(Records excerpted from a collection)
►

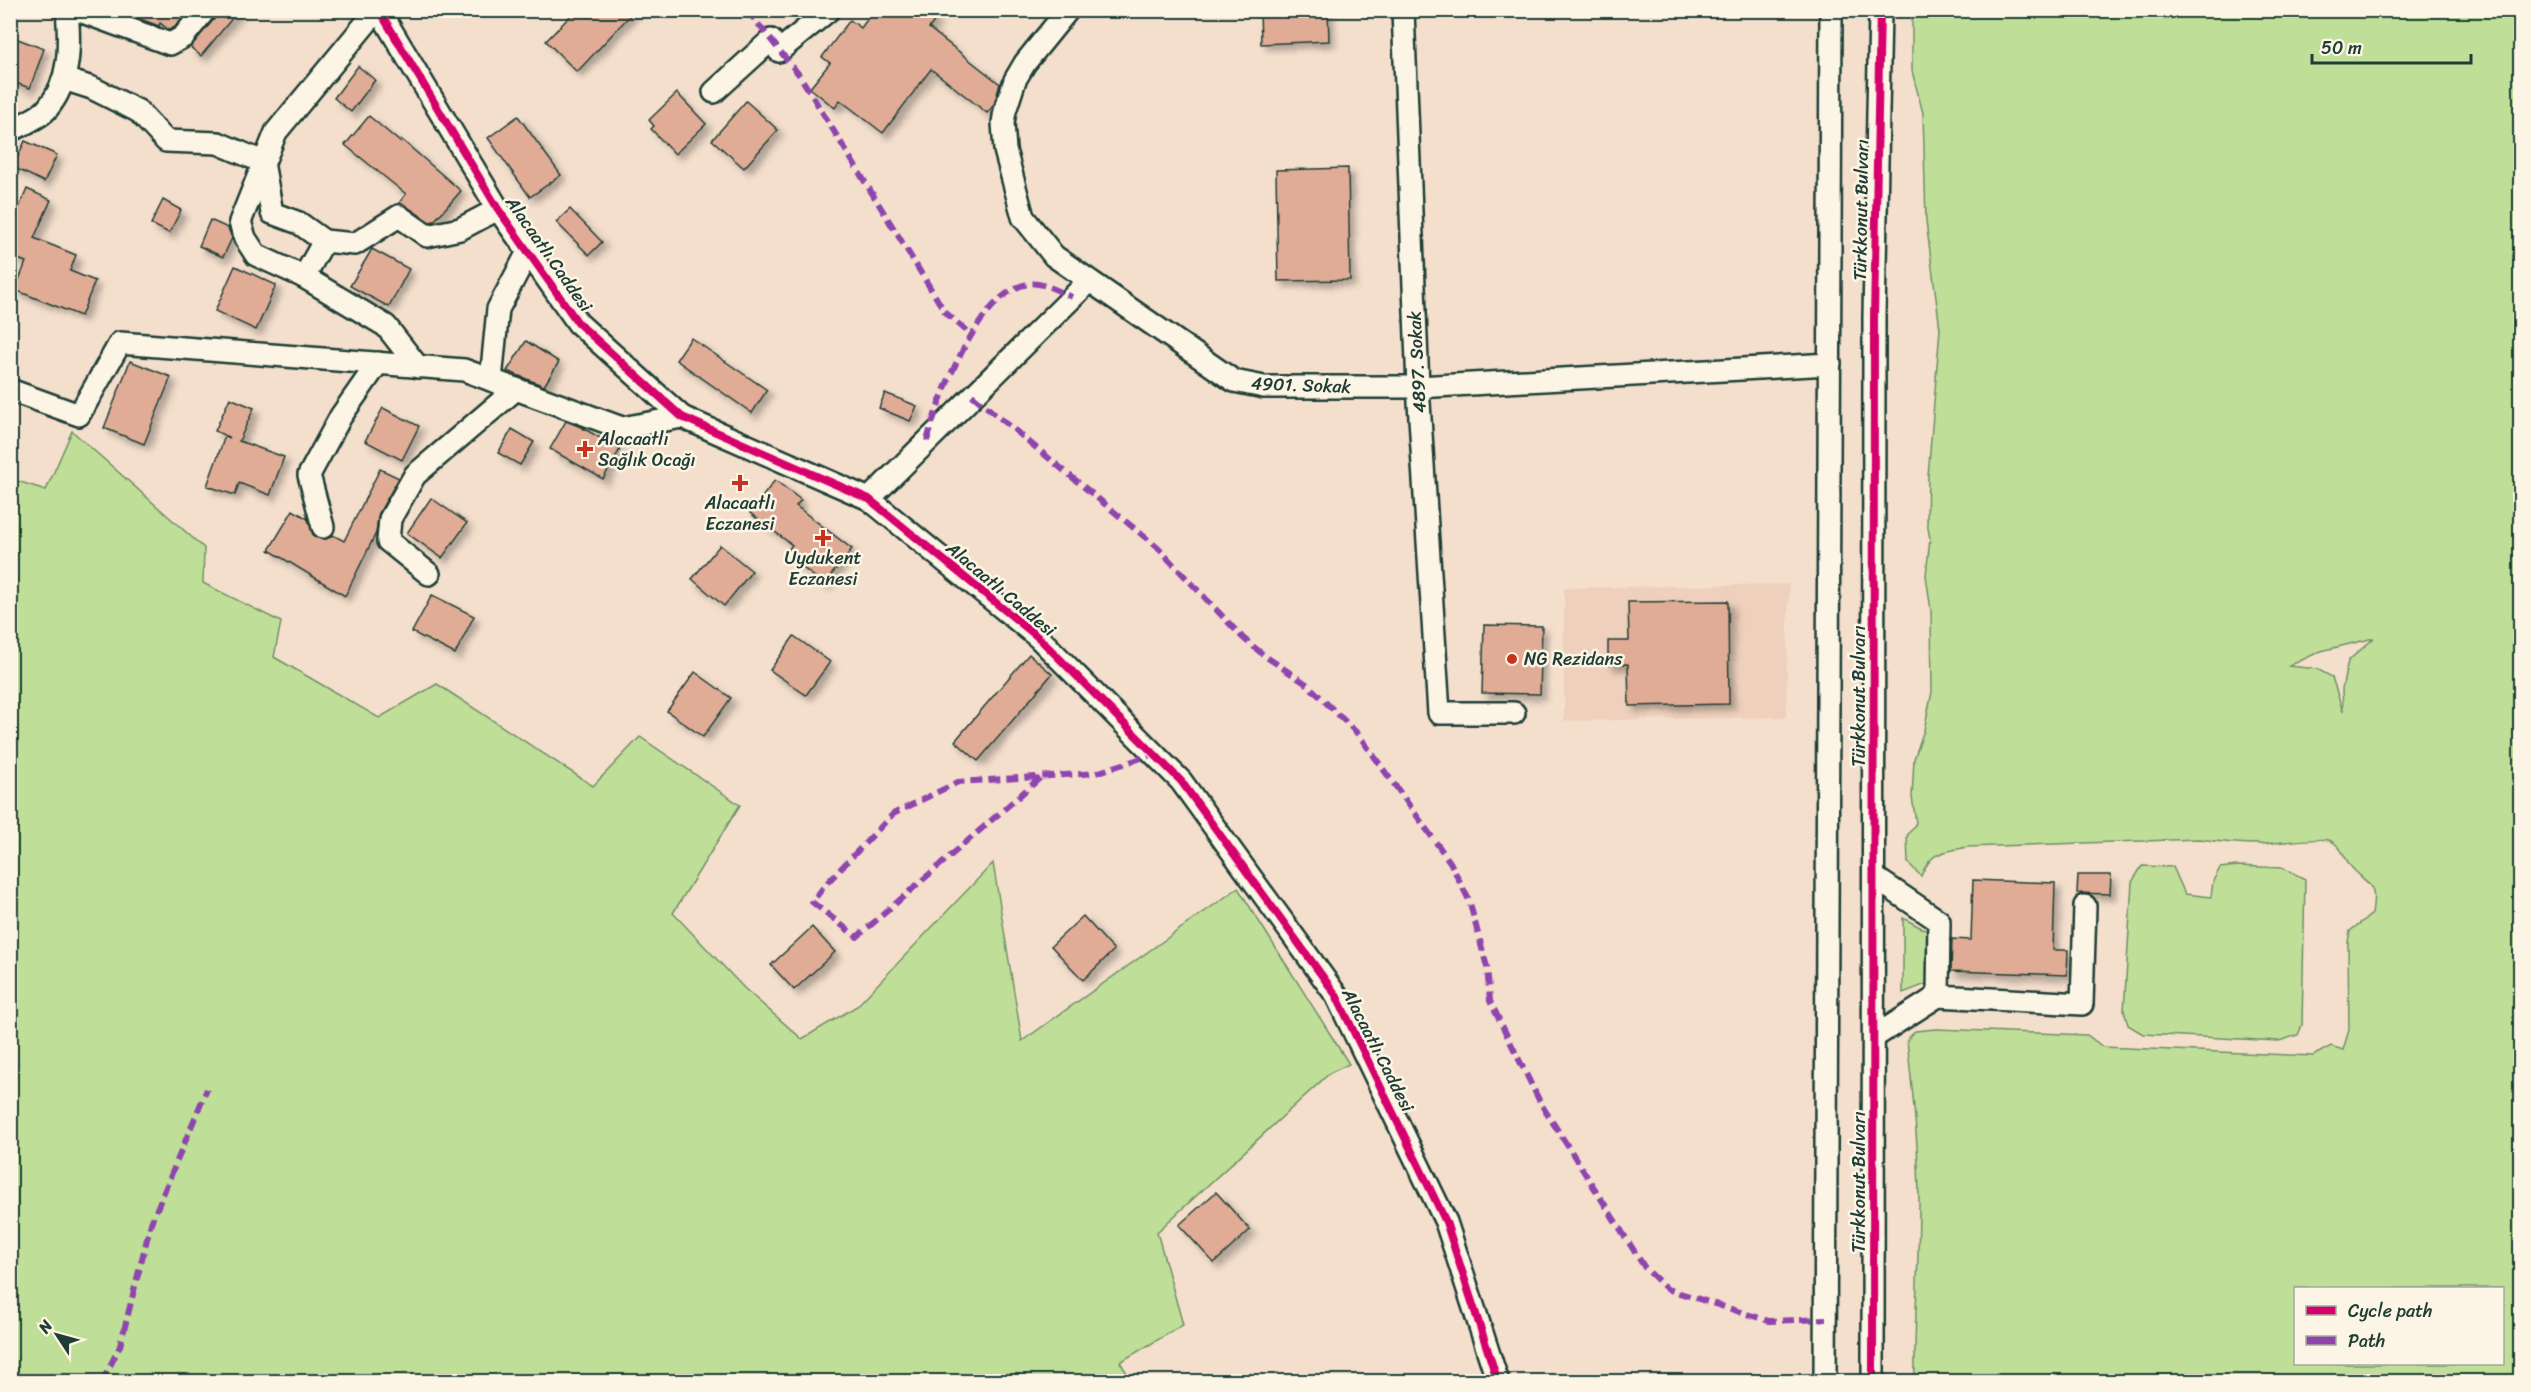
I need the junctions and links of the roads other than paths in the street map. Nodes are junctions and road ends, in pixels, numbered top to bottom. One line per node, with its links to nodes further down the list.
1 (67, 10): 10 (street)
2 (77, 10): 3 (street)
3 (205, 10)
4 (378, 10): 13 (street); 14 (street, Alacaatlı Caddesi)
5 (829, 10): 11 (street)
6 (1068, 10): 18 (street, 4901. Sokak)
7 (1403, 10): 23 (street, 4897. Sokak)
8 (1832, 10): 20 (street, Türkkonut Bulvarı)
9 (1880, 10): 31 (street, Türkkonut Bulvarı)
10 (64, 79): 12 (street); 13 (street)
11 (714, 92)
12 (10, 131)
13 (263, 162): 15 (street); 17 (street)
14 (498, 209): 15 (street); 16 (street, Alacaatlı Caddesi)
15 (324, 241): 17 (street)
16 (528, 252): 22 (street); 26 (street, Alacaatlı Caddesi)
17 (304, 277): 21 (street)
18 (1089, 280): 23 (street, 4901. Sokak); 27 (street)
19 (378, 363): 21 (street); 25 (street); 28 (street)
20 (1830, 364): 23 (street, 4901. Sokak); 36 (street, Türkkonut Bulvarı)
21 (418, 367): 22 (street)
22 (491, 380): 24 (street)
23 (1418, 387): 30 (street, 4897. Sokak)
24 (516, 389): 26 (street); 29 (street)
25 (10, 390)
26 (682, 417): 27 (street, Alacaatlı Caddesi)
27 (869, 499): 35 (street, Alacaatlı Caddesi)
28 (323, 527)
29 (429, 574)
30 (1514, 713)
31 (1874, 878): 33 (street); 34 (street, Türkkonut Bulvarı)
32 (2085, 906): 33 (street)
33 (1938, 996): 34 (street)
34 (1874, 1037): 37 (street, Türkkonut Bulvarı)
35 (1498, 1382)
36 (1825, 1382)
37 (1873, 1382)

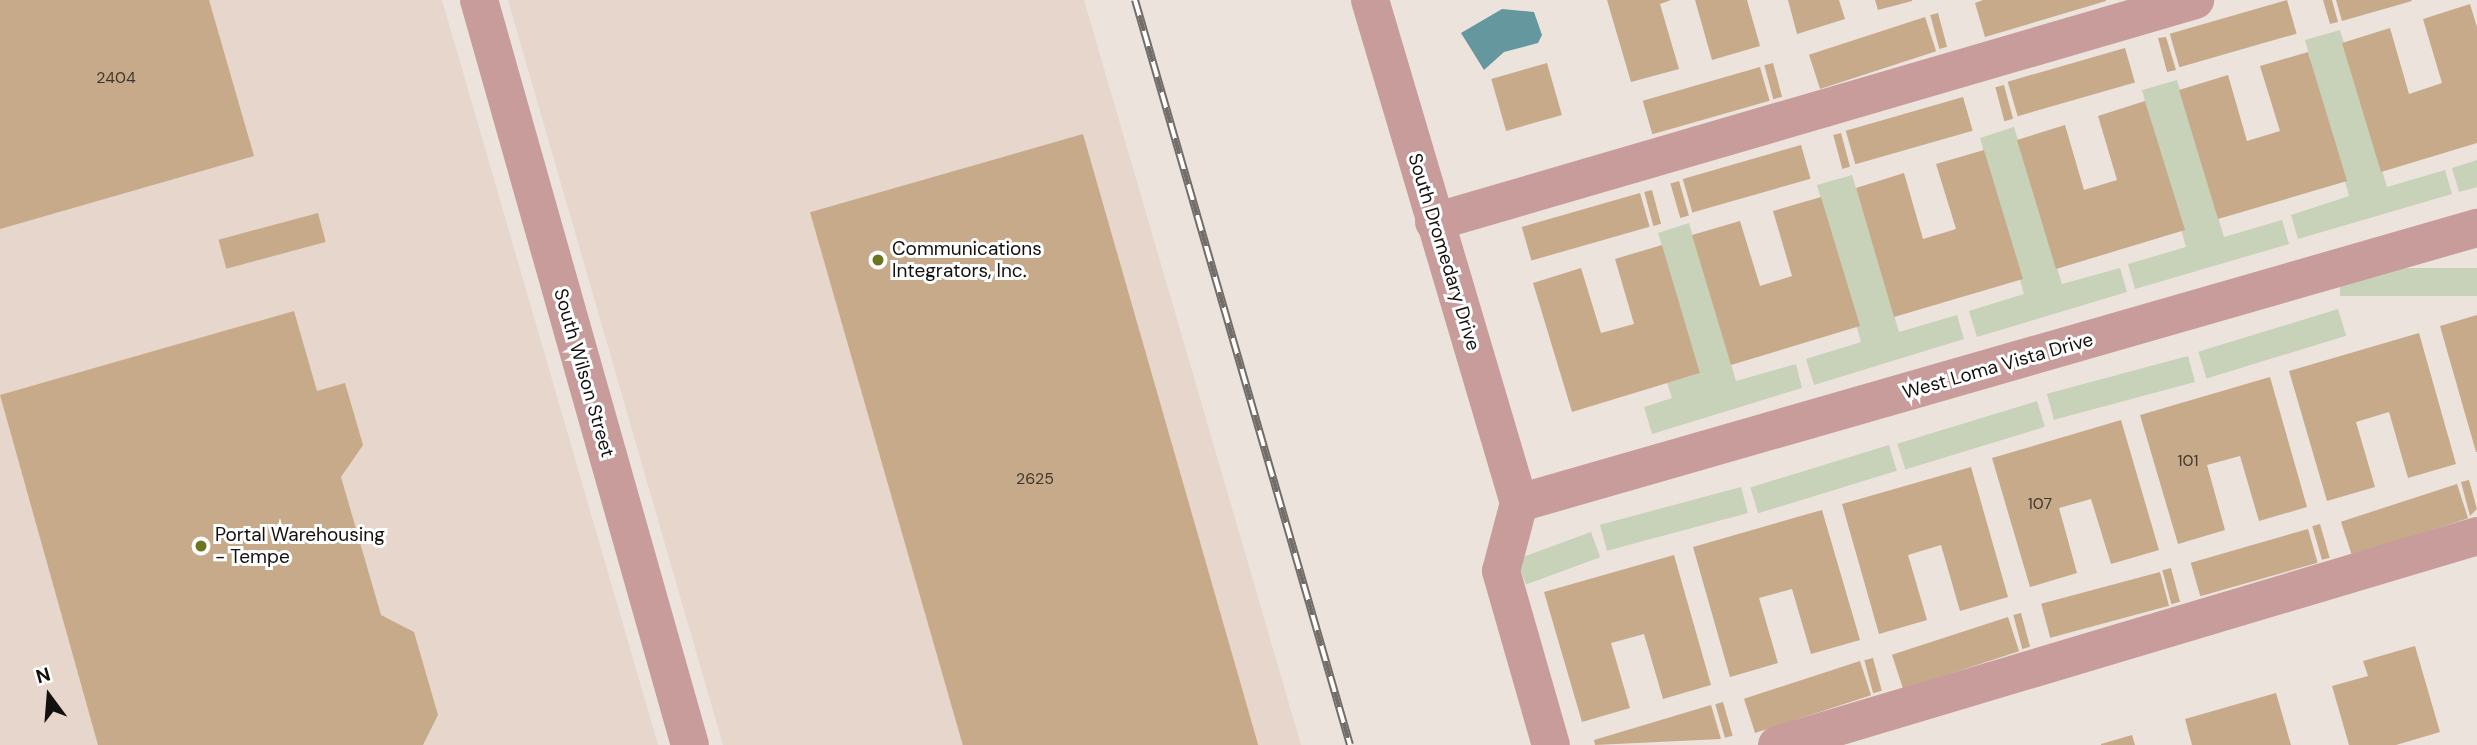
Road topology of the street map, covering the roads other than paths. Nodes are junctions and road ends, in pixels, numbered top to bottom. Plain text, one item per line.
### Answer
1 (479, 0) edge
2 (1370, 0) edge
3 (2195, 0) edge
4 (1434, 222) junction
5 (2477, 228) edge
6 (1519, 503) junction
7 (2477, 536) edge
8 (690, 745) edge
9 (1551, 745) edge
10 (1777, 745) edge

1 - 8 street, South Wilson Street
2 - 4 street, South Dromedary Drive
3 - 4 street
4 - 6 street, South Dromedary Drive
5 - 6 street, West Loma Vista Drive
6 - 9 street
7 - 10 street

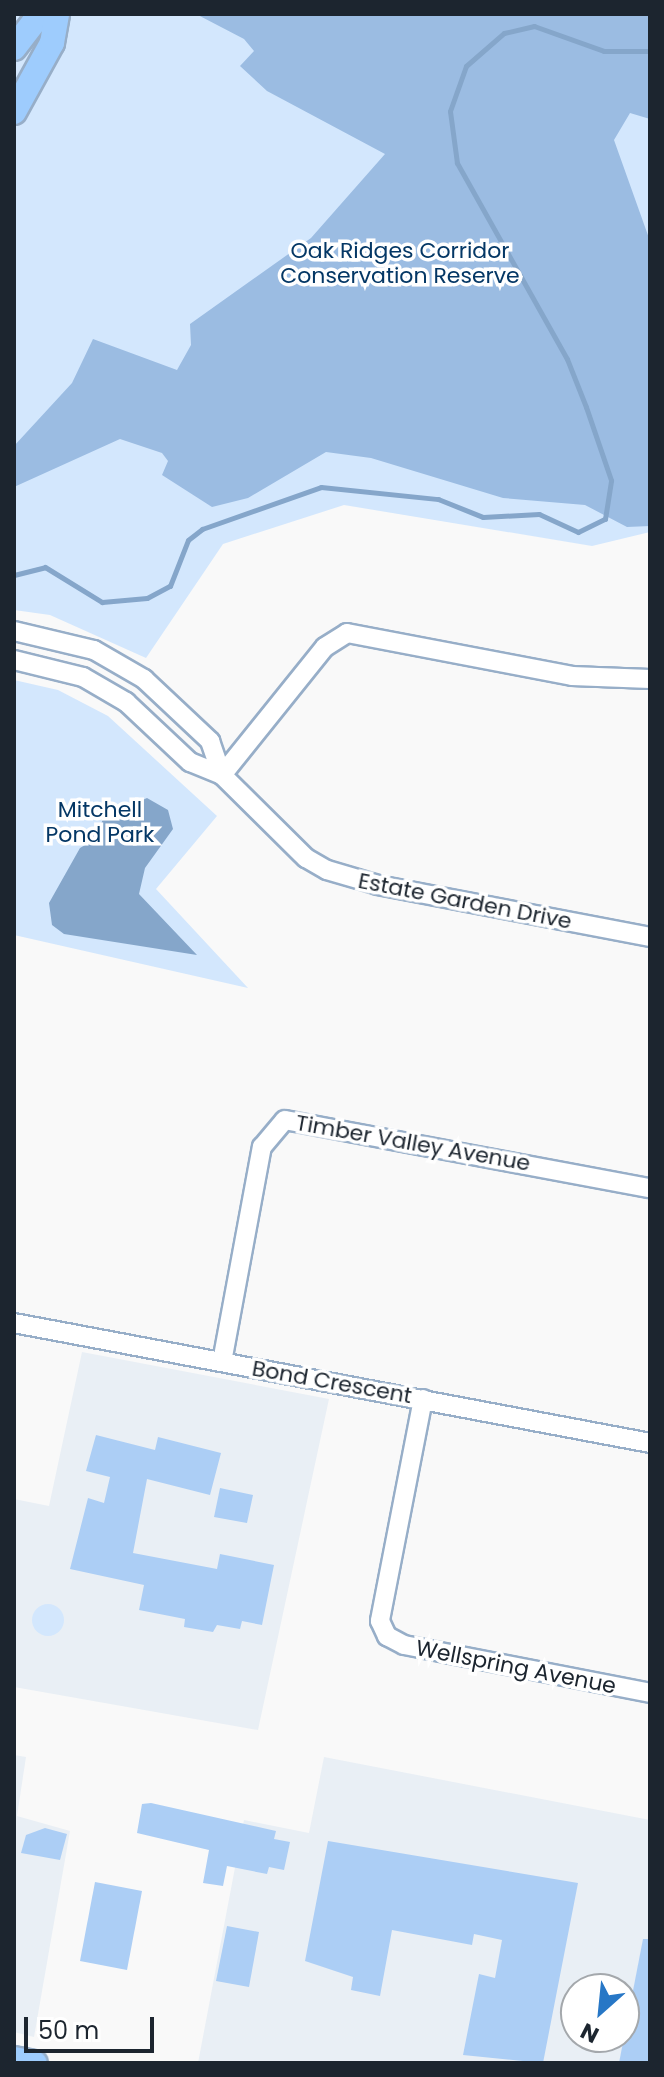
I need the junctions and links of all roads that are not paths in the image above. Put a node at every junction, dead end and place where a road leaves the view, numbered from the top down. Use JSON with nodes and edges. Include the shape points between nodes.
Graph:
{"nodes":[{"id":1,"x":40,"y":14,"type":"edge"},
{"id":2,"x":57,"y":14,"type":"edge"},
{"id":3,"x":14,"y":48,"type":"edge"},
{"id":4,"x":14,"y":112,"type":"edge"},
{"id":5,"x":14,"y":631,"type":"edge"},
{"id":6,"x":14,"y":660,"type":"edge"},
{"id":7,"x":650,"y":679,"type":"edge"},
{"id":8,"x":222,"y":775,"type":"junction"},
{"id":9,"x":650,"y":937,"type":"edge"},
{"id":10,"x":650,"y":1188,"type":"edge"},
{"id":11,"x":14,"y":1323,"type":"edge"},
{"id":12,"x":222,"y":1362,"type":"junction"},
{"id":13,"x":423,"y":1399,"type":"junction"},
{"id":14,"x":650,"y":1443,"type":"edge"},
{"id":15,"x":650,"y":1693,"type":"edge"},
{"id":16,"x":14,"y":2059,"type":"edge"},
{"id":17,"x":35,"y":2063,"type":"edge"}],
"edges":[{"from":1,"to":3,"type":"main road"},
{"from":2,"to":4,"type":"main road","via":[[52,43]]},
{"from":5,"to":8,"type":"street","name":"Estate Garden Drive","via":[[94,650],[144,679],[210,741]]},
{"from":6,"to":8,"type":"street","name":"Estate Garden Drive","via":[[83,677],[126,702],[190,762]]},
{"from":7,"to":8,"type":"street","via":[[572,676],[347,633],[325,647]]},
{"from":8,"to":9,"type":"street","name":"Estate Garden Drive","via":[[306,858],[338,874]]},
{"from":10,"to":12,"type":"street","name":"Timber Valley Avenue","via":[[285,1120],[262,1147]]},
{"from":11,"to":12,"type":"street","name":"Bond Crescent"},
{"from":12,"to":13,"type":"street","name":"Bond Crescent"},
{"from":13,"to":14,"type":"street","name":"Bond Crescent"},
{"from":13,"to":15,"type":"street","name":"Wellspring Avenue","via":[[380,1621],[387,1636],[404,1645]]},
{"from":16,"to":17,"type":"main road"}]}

◄

> **ASSIGNMENT**:
Restate the data word for word without pictures.

> **RESULT FOR THIS EXERCISE**:
I need the junctions and links of the roads other than paths in the street map. Nodes are junctions and road ends, in pixels, numbered top to bottom. One line per node, with its links to nodes further down the list.
1 (67, 10): 10 (street)
2 (77, 10): 3 (street)
3 (205, 10)
4 (378, 10): 13 (street); 14 (street, Alacaatlı Caddesi)
5 (829, 10): 11 (street)
6 (1068, 10): 18 (street, 4901. Sokak)
7 (1403, 10): 23 (street, 4897. Sokak)
8 (1832, 10): 20 (street, Türkkonut Bulvarı)
9 (1880, 10): 31 (street, Türkkonut Bulvarı)
10 (64, 79): 12 (street); 13 (street)
11 (714, 92)
12 (10, 131)
13 (263, 162): 15 (street); 17 (street)
14 (498, 209): 15 (street); 16 (street, Alacaatlı Caddesi)
15 (324, 241): 17 (street)
16 (528, 252): 22 (street); 26 (street, Alacaatlı Caddesi)
17 (304, 277): 21 (street)
18 (1089, 280): 23 (street, 4901. Sokak); 27 (street)
19 (378, 363): 21 (street); 25 (street); 28 (street)
20 (1830, 364): 23 (street, 4901. Sokak); 36 (street, Türkkonut Bulvarı)
21 (418, 367): 22 (street)
22 (491, 380): 24 (street)
23 (1418, 387): 30 (street, 4897. Sokak)
24 (516, 389): 26 (street); 29 (street)
25 (10, 390)
26 (682, 417): 27 (street, Alacaatlı Caddesi)
27 (869, 499): 35 (street, Alacaatlı Caddesi)
28 (323, 527)
29 (429, 574)
30 (1514, 713)
31 (1874, 878): 33 (street); 34 (street, Türkkonut Bulvarı)
32 (2085, 906): 33 (street)
33 (1938, 996): 34 (street)
34 (1874, 1037): 37 (street, Türkkonut Bulvarı)
35 (1498, 1382)
36 (1825, 1382)
37 (1873, 1382)

Road topology of the street map, covering the roads other than paths. Nodes are junctions and road ends, in pixels, numbered top to bottom. Plain text, one item per line.
### Answer
1 (479, 0) edge
2 (1370, 0) edge
3 (2195, 0) edge
4 (1434, 222) junction
5 (2477, 228) edge
6 (1519, 503) junction
7 (2477, 536) edge
8 (690, 745) edge
9 (1551, 745) edge
10 (1777, 745) edge

1 - 8 street, South Wilson Street
2 - 4 street, South Dromedary Drive
3 - 4 street
4 - 6 street, South Dromedary Drive
5 - 6 street, West Loma Vista Drive
6 - 9 street
7 - 10 street

I need the junctions and links of all roads that are not paths in the image above. Put a node at every junction, dead end and place where a road leaves the view, numbered from the top down. Use JSON with nodes and edges. Include the shape points between nodes.
Graph:
{"nodes":[{"id":1,"x":40,"y":14,"type":"edge"},
{"id":2,"x":57,"y":14,"type":"edge"},
{"id":3,"x":14,"y":48,"type":"edge"},
{"id":4,"x":14,"y":112,"type":"edge"},
{"id":5,"x":14,"y":631,"type":"edge"},
{"id":6,"x":14,"y":660,"type":"edge"},
{"id":7,"x":650,"y":679,"type":"edge"},
{"id":8,"x":222,"y":775,"type":"junction"},
{"id":9,"x":650,"y":937,"type":"edge"},
{"id":10,"x":650,"y":1188,"type":"edge"},
{"id":11,"x":14,"y":1323,"type":"edge"},
{"id":12,"x":222,"y":1362,"type":"junction"},
{"id":13,"x":423,"y":1399,"type":"junction"},
{"id":14,"x":650,"y":1443,"type":"edge"},
{"id":15,"x":650,"y":1693,"type":"edge"},
{"id":16,"x":14,"y":2059,"type":"edge"},
{"id":17,"x":35,"y":2063,"type":"edge"}],
"edges":[{"from":1,"to":3,"type":"main road"},
{"from":2,"to":4,"type":"main road","via":[[52,43]]},
{"from":5,"to":8,"type":"street","name":"Estate Garden Drive","via":[[94,650],[144,679],[210,741]]},
{"from":6,"to":8,"type":"street","name":"Estate Garden Drive","via":[[83,677],[126,702],[190,762]]},
{"from":7,"to":8,"type":"street","via":[[572,676],[347,633],[325,647]]},
{"from":8,"to":9,"type":"street","name":"Estate Garden Drive","via":[[306,858],[338,874]]},
{"from":10,"to":12,"type":"street","name":"Timber Valley Avenue","via":[[285,1120],[262,1147]]},
{"from":11,"to":12,"type":"street","name":"Bond Crescent"},
{"from":12,"to":13,"type":"street","name":"Bond Crescent"},
{"from":13,"to":14,"type":"street","name":"Bond Crescent"},
{"from":13,"to":15,"type":"street","name":"Wellspring Avenue","via":[[380,1621],[387,1636],[404,1645]]},
{"from":16,"to":17,"type":"main road"}]}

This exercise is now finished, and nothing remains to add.